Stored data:
------

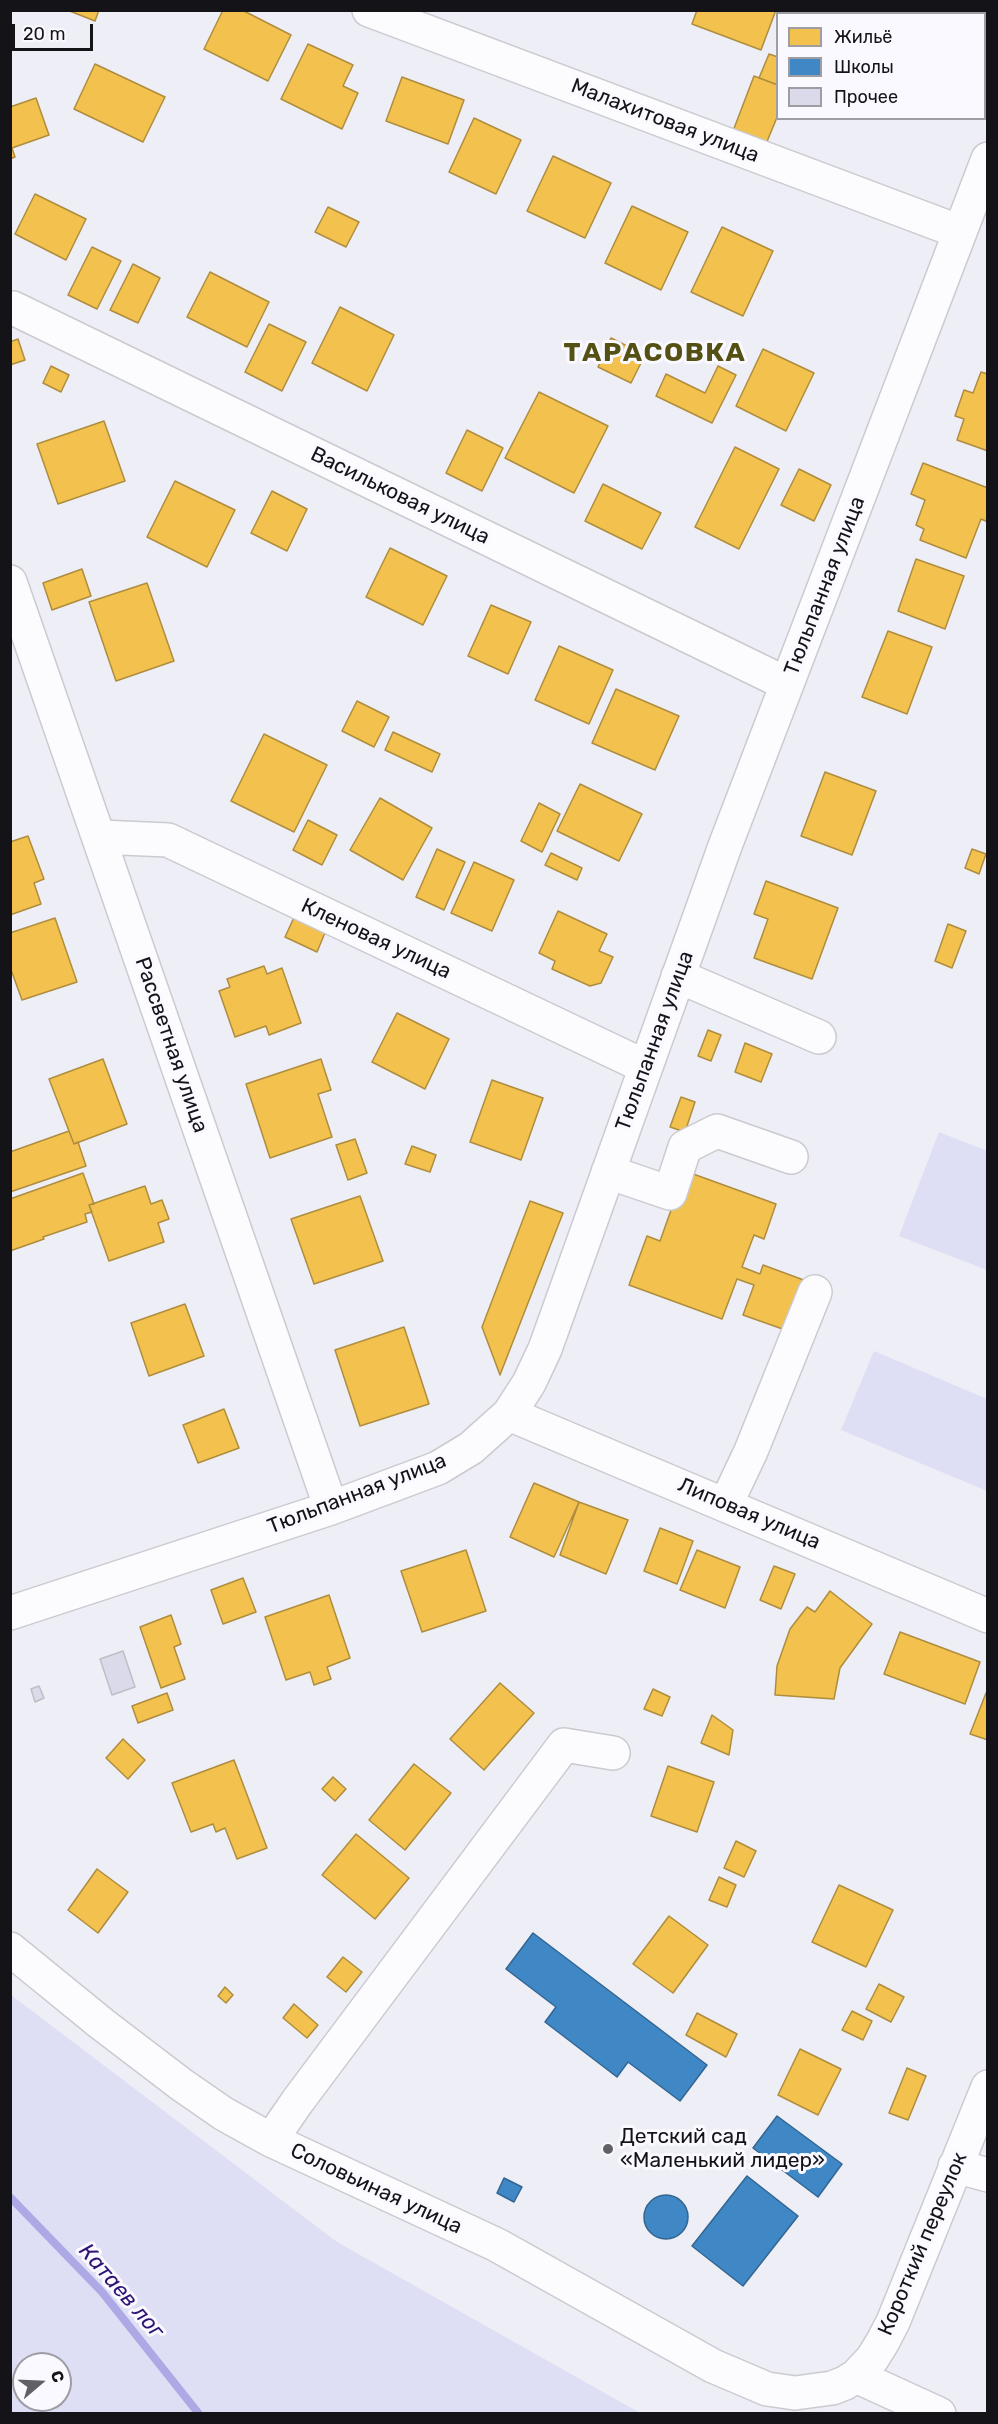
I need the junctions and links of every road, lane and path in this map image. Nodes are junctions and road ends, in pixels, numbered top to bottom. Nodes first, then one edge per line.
1 (369, 10) edge
2 (987, 159) edge
3 (960, 232) junction
4 (13, 308) dead end
5 (10, 582) edge
6 (787, 684) junction
7 (100, 837) junction
8 (678, 976) junction
9 (819, 1037) dead end
10 (646, 1067) junction
11 (791, 1157) dead end
12 (608, 1172) junction
13 (815, 1292) dead end
14 (509, 1414) junction
15 (726, 1504) junction
16 (331, 1508) junction
17 (10, 1613) edge
18 (987, 1616) edge
19 (613, 1753) dead end
20 (10, 1949) edge
21 (987, 2086) edge
22 (271, 2140) junction
23 (956, 2166) junction
24 (987, 2175) edge
25 (856, 2376) junction
26 (767, 2388) joint
27 (939, 2414) edge

1 - 3 street, Малахитовая улица
2 - 3 street, Тюльпанная улица
3 - 6 street, Тюльпанная улица
4 - 6 street, Васильковая улица
5 - 7 street, Рассветная улица
6 - 8 street, Тюльпанная улица
7 - 10 street, Кленовая улица
7 - 16 street, Рассветная улица
8 - 9 street
8 - 10 street, Тюльпанная улица
10 - 12 street, Тюльпанная улица
11 - 12 street
12 - 14 street, Тюльпанная улица
13 - 15 street
14 - 15 street, Липовая улица
14 - 16 street, Тюльпанная улица
15 - 18 street, Липовая улица
16 - 17 street, Тюльпанная улица
19 - 22 street
20 - 22 street, Соловьиная улица
21 - 23 street, Короткий переулок
22 - 26 street, Соловьиная улица
23 - 24 street
23 - 25 street, Короткий переулок
25 - 26 street, Короткий переулок
25 - 27 street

------

What is required: Each line in the data that holds the string "dead" needs to be copied.

Your solution:
4 (13, 308) dead end
9 (819, 1037) dead end
11 (791, 1157) dead end
13 (815, 1292) dead end
19 (613, 1753) dead end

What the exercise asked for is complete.